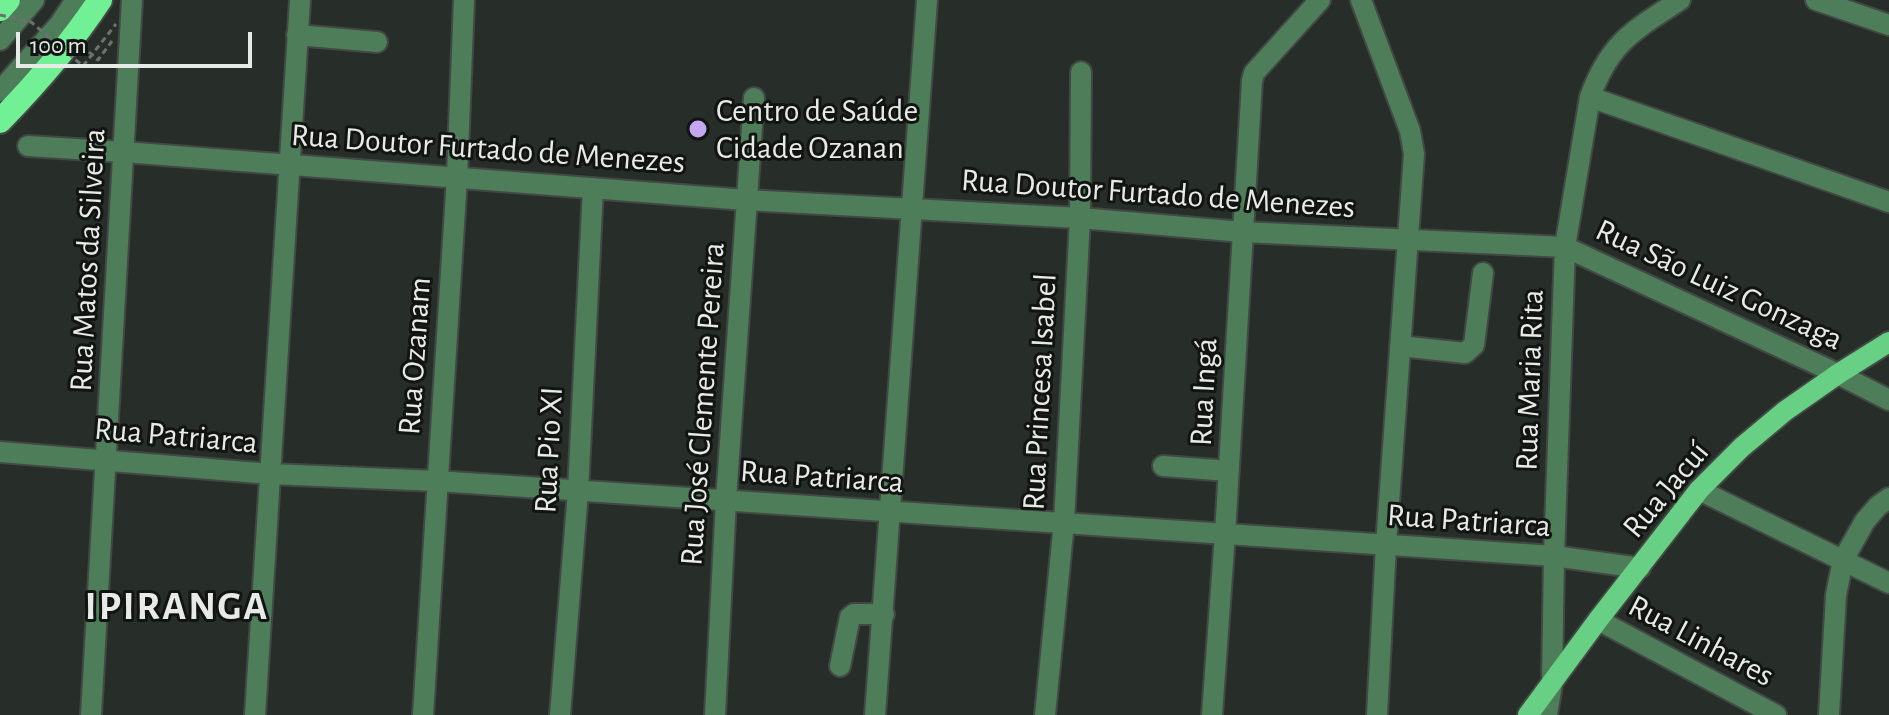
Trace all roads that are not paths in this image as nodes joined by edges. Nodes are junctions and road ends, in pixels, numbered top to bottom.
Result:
1 (8, 0) edge
2 (34, 0) edge
3 (76, 0) edge
4 (100, 0) edge
5 (132, 0) edge
6 (300, 0) edge
7 (464, 0) edge
8 (927, 0) edge
9 (1320, 0) edge
10 (1361, 0) edge
11 (1680, 0) edge
12 (1816, 0) edge
13 (0, 12) edge
14 (1889, 25) edge
15 (297, 35) junction
16 (0, 40) edge
17 (377, 42) dead end
18 (1081, 72) dead end
19 (0, 91) edge
20 (1590, 97) junction
21 (754, 98) dead end
22 (0, 121) edge
23 (28, 146) dead end
24 (124, 152) junction
25 (290, 165) junction
26 (457, 177) junction
27 (593, 188) junction
28 (746, 200) junction
29 (1889, 202) edge
30 (911, 207) junction
31 (1080, 218) junction
32 (1243, 232) junction
33 (1408, 240) junction
34 (1565, 247) junction
35 (1483, 273) dead end
36 (1889, 342) edge
37 (1400, 346) junction
38 (1838, 374) junction
39 (1889, 400) edge
40 (0, 452) edge
41 (106, 460) junction
42 (1163, 466) dead end
43 (1229, 471) junction
44 (271, 474) junction
45 (437, 481) junction
46 (1699, 490) junction
47 (578, 491) junction
48 (1889, 498) edge
49 (726, 500) junction
50 (891, 512) junction
51 (1064, 522) junction
52 (1225, 534) junction
53 (1386, 545) junction
54 (1554, 556) junction
55 (1843, 560) junction
56 (1640, 568) junction
57 (1889, 583) edge
58 (884, 614) junction
59 (1598, 620) junction
60 (840, 666) dead end
61 (1552, 684) junction
62 (91, 715) edge
63 (255, 715) edge
64 (423, 715) edge
65 (560, 715) edge
66 (715, 715) edge
67 (875, 715) edge
68 (1045, 715) edge
69 (1212, 715) edge
70 (1377, 715) edge
71 (1528, 715) edge
72 (1547, 715) edge
73 (1776, 715) edge
74 (1829, 715) edge

1 - 13 highway
2 - 16 street
3 - 19 street
4 - 22 highway
5 - 24 street, Rua Matos da Silveira
6 - 15 street
7 - 26 street, Rua Ozanam
8 - 30 street
9 - 32 street, Rua Ingá
10 - 33 street
11 - 20 street, Rua Maria Rita
12 - 14 street
15 - 17 street
15 - 25 street
18 - 31 street, Rua Princesa Isabel
20 - 29 street
20 - 34 street, Rua Maria Rita
21 - 28 street, Rua José Clemente Pereira
23 - 24 street, Rua Doutor Furtado de Menezes
24 - 25 street, Rua Doutor Furtado de Menezes
24 - 41 street, Rua Matos da Silveira
25 - 26 street, Rua Doutor Furtado de Menezes
25 - 44 street
26 - 27 street, Rua Doutor Furtado de Menezes
26 - 45 street, Rua Ozanam
27 - 28 street, Rua Doutor Furtado de Menezes
27 - 47 street, Rua Pio XI
28 - 30 street, Rua Doutor Furtado de Menezes
28 - 49 street, Rua José Clemente Pereira
30 - 31 street, Rua Doutor Furtado de Menezes
30 - 50 street
31 - 32 street, Rua Doutor Furtado de Menezes
31 - 51 street, Rua Princesa Isabel
32 - 33 street, Rua Doutor Furtado de Menezes
32 - 43 street, Rua Ingá
33 - 34 street, Rua Doutor Furtado de Menezes
33 - 37 street
34 - 38 street, Rua São Luiz Gonzaga
34 - 54 street, Rua Maria Rita
35 - 37 street
36 - 38 main road, Rua Jacuí
37 - 53 street
38 - 39 street, Rua São Luiz Gonzaga
38 - 46 main road, Rua Jacuí
40 - 41 street, Rua Patriarca
41 - 44 street, Rua Patriarca
41 - 62 street, Rua Matos da Silveira
42 - 43 street
43 - 52 street, Rua Ingá
44 - 45 street, Rua Patriarca
44 - 63 street
45 - 47 street, Rua Patriarca
45 - 64 street, Rua Ozanam
46 - 55 street
46 - 56 main road, Rua Jacuí
47 - 49 street, Rua Patriarca
47 - 65 street, Rua Pio XI
48 - 55 street
49 - 50 street, Rua Patriarca
49 - 66 street, Rua José Clemente Pereira
50 - 51 street, Rua Patriarca
50 - 58 street
51 - 52 street, Rua Patriarca
51 - 68 street, Rua Princesa Isabel
52 - 53 street, Rua Patriarca
52 - 69 street, Rua Ingá
53 - 54 street, Rua Patriarca
53 - 70 street
54 - 56 street, Rua Patriarca
54 - 61 street, Rua Maria Rita
55 - 57 street
55 - 74 street
56 - 59 main road, Rua Jacuí
58 - 60 street
58 - 67 street
59 - 61 main road, Rua Jacuí
59 - 73 street, Rua Linhares
61 - 71 main road, Rua Jacuí
61 - 72 street, Rua Maria Rita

※

-- Work to be completed --
Every line with the word "main" in it should be copied from the listing above.

-- Solution --
36 - 38 main road, Rua Jacuí
38 - 46 main road, Rua Jacuí
46 - 56 main road, Rua Jacuí
56 - 59 main road, Rua Jacuí
59 - 61 main road, Rua Jacuí
61 - 71 main road, Rua Jacuí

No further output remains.